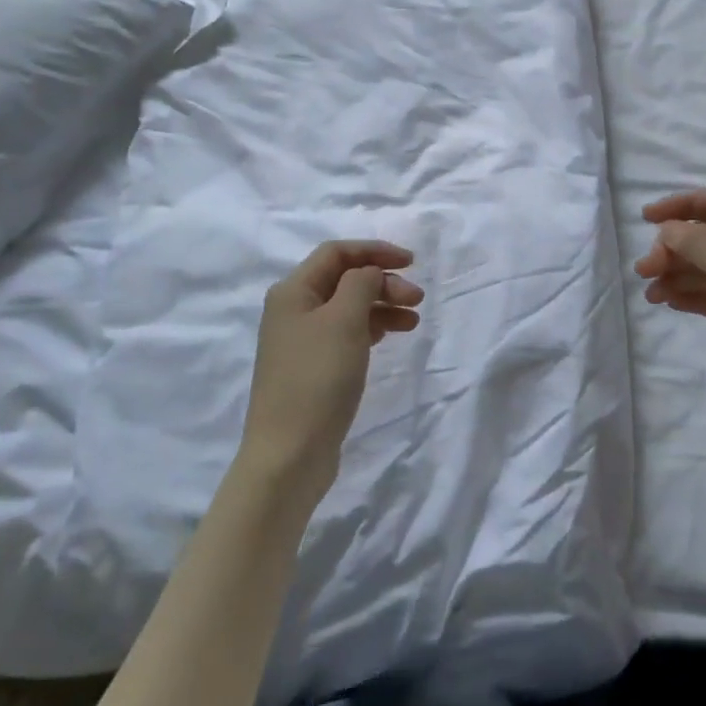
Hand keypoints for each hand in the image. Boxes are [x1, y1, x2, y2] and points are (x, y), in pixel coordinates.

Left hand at [239, 240, 423, 506]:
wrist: (289, 455)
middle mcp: (293, 310)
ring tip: (413, 321)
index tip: (411, 262)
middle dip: (383, 281)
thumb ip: (360, 284)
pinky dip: (371, 329)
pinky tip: (391, 336)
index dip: (374, 250)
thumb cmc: (317, 379)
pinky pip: (346, 334)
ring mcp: (302, 342)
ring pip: (348, 307)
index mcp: (292, 291)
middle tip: (417, 299)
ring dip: (381, 305)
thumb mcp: (343, 321)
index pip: (336, 252)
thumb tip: (368, 272)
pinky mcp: (313, 369)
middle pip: (343, 279)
++++++++++
YOUR TASK:
From the entries above, output every line exactly and omit any image.

OUTPUT:
Hand keypoints for each hand in the image. Boxes are [x1, y1, x2, y2] and points are (x, y), in pixel coordinates.

Left hand at [239, 240, 423, 506]:
wrist: (289, 455)
middle mcp: (293, 310)
ring tip: (413, 321)
index tip: (411, 262)
middle dip: (383, 281)
thumb ip: (360, 284)
pinky dip: (371, 329)
pinky tip: (391, 336)
index dip: (374, 250)
thumb cmc: (317, 379)
pinky pip: (346, 334)
ring mcp: (302, 342)
ring pip: (348, 307)
index mcp: (292, 291)
middle tip: (417, 299)
ring dip: (381, 305)
thumb mcp: (343, 321)
index pip: (336, 252)
thumb tip: (368, 272)
pinky mcp: (313, 369)
middle pip: (343, 279)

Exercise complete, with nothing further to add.